Once the installation is complete, open a Command Prompt/Terminal window and type [aws configure]. You will then be prompted to enter your access keys via AWS access key identifier, AWS secret access key, default region name, and default output format. It is recommended to enter at least the first two fields. If possible, also enter the default region as this can save time depending on your AWS cloud infrastructure. Proper credentials must exist within the AWS Web Console in order to proceed.
After configuration (still at the command prompt/terminal window), execute the command [aws s3 ls] to list the S3 buckets available in the default region. If the configuration is incorrect or your credentials are not set up properly, you will see an error.

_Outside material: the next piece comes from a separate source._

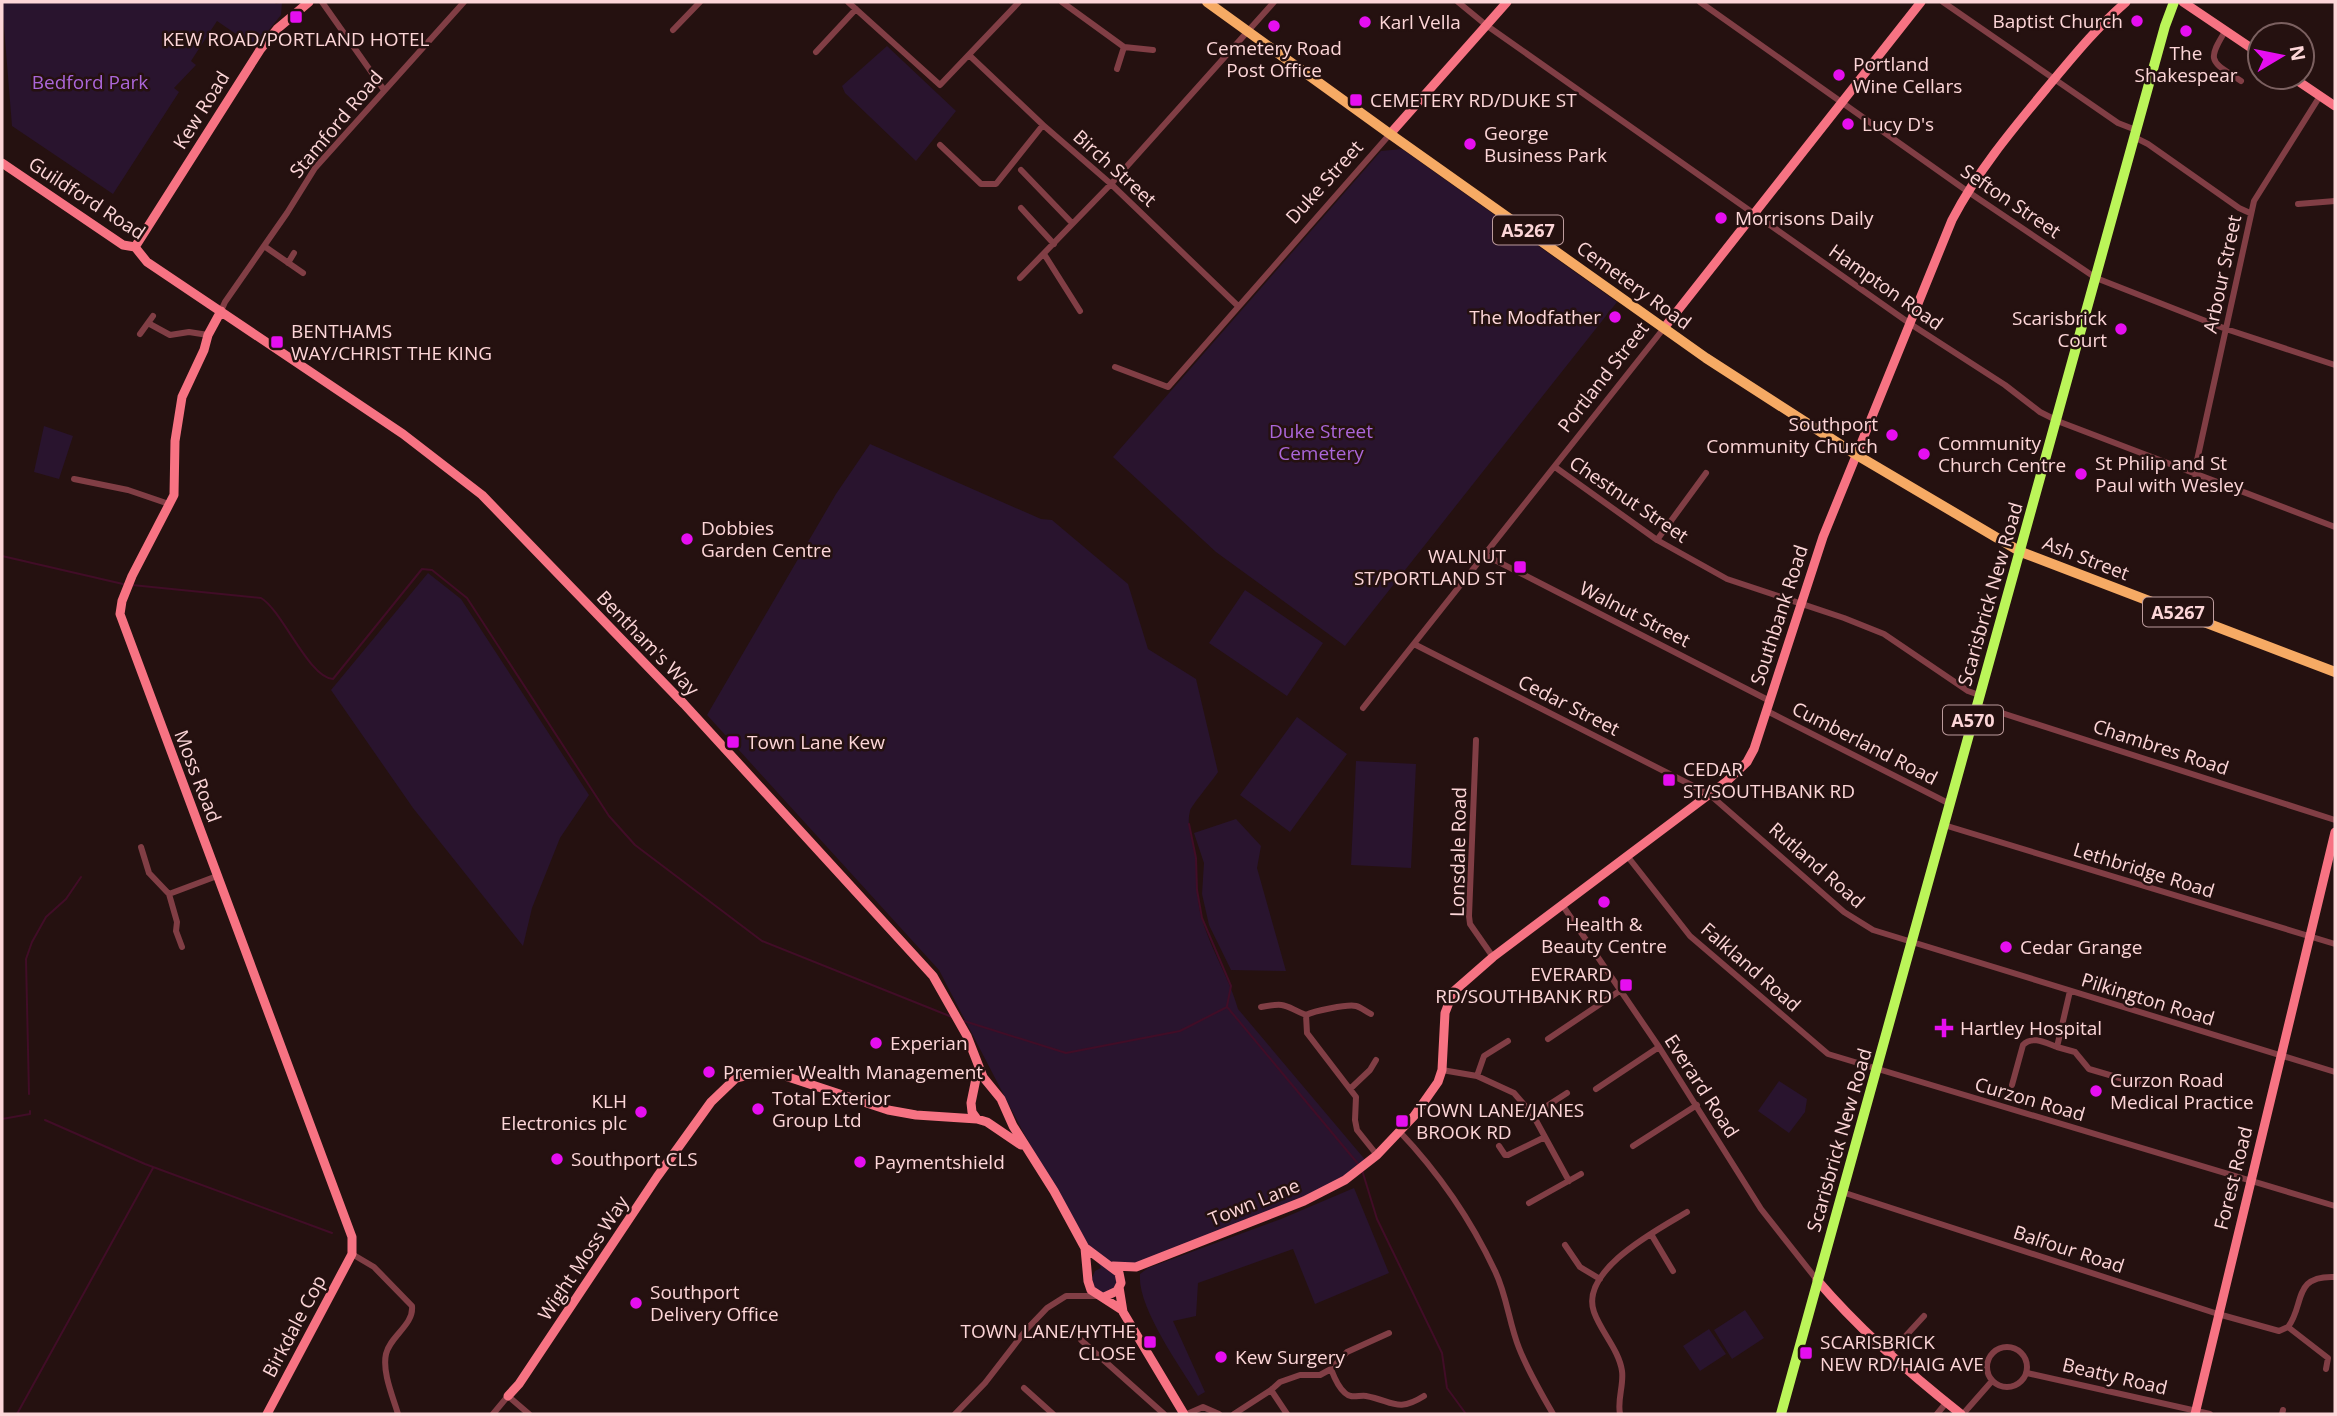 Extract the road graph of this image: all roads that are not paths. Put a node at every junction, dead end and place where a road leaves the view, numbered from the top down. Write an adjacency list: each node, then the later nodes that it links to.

The last prerequisite for the sample project is to install Node.js. The quickest way is to follow these instructions. The installation of this program should install the command-line executables [node] and [npm] (node package manager). It is also recommended (but outside of the scope of this blog article) to use nvm to make sure environments are isolated and particular Node.js packages are installed for specific project needs.
Now, we can install the AWS CDK. It is a Node.js package on npm so we use an npm command to perform the installation. In the command prompt/terminal window, execute the command [npm install -g aws-cdk]. For simplicity, the -g command-line option is to tell npm to install the aws-cdk package globally instead of just at a project level (i.e. the relative directory where the command is taking place). To test to see if AWS CDK is set up properly, execute the command [cdk –version]. If the version information is displayed, you are ready to go (e.g., .1.108.1 (build ae24d8a)).
To summarize these steps, below is a checklist of what you should have done:
- Install AWS CLI (i.e., Boto3)
- Dependent on Python
- Configure AWS CLI
- Install Node.js
- Install AWS CDK
- Configure AWS CDK
In the event that any issues/errors were encountered that were not covered in this document, please refer to AWS CDK documentation for additional troubleshooting information.
Project
With setup out of the way, we can now begin project creation. To start, create a directory on the Command Prompt/Terminal window via mkdir test-cdk. Then navigate into the new directory (cd test-cdk). Once navigated, use the AWS CDK to scaffold a new project with the command cdk init app –language typescript. This command creates all necessary files and folders to get the project ready to go. Note: the command line parameter ”–language typescript” is specifying the language the CDK code will be written in. Moreover, TypeScript should be configured as a development dependency in the packages.json file along with other related dependencies.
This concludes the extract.